Each line of the records needs to come back exactly as written.

[Data listing Boundary: Start]

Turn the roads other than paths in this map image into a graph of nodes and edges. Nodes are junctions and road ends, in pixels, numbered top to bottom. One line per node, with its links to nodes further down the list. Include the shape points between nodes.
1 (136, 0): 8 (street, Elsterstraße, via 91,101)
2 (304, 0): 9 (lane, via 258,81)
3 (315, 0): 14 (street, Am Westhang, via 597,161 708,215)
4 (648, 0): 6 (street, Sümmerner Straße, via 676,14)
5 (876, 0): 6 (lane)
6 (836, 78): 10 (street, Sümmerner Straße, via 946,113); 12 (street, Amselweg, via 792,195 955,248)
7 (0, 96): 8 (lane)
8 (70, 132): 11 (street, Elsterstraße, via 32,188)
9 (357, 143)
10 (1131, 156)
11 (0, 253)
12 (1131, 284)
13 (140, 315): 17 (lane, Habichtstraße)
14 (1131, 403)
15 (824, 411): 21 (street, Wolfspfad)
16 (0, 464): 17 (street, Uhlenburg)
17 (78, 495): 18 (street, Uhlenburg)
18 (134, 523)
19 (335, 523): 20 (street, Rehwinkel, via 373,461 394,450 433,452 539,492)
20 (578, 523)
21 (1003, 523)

[Data listing Boundary: End]

▶ Exercise solution:
Turn the roads other than paths in this map image into a graph of nodes and edges. Nodes are junctions and road ends, in pixels, numbered top to bottom. One line per node, with its links to nodes further down the list. Include the shape points between nodes.
1 (136, 0): 8 (street, Elsterstraße, via 91,101)
2 (304, 0): 9 (lane, via 258,81)
3 (315, 0): 14 (street, Am Westhang, via 597,161 708,215)
4 (648, 0): 6 (street, Sümmerner Straße, via 676,14)
5 (876, 0): 6 (lane)
6 (836, 78): 10 (street, Sümmerner Straße, via 946,113); 12 (street, Amselweg, via 792,195 955,248)
7 (0, 96): 8 (lane)
8 (70, 132): 11 (street, Elsterstraße, via 32,188)
9 (357, 143)
10 (1131, 156)
11 (0, 253)
12 (1131, 284)
13 (140, 315): 17 (lane, Habichtstraße)
14 (1131, 403)
15 (824, 411): 21 (street, Wolfspfad)
16 (0, 464): 17 (street, Uhlenburg)
17 (78, 495): 18 (street, Uhlenburg)
18 (134, 523)
19 (335, 523): 20 (street, Rehwinkel, via 373,461 394,450 433,452 539,492)
20 (578, 523)
21 (1003, 523)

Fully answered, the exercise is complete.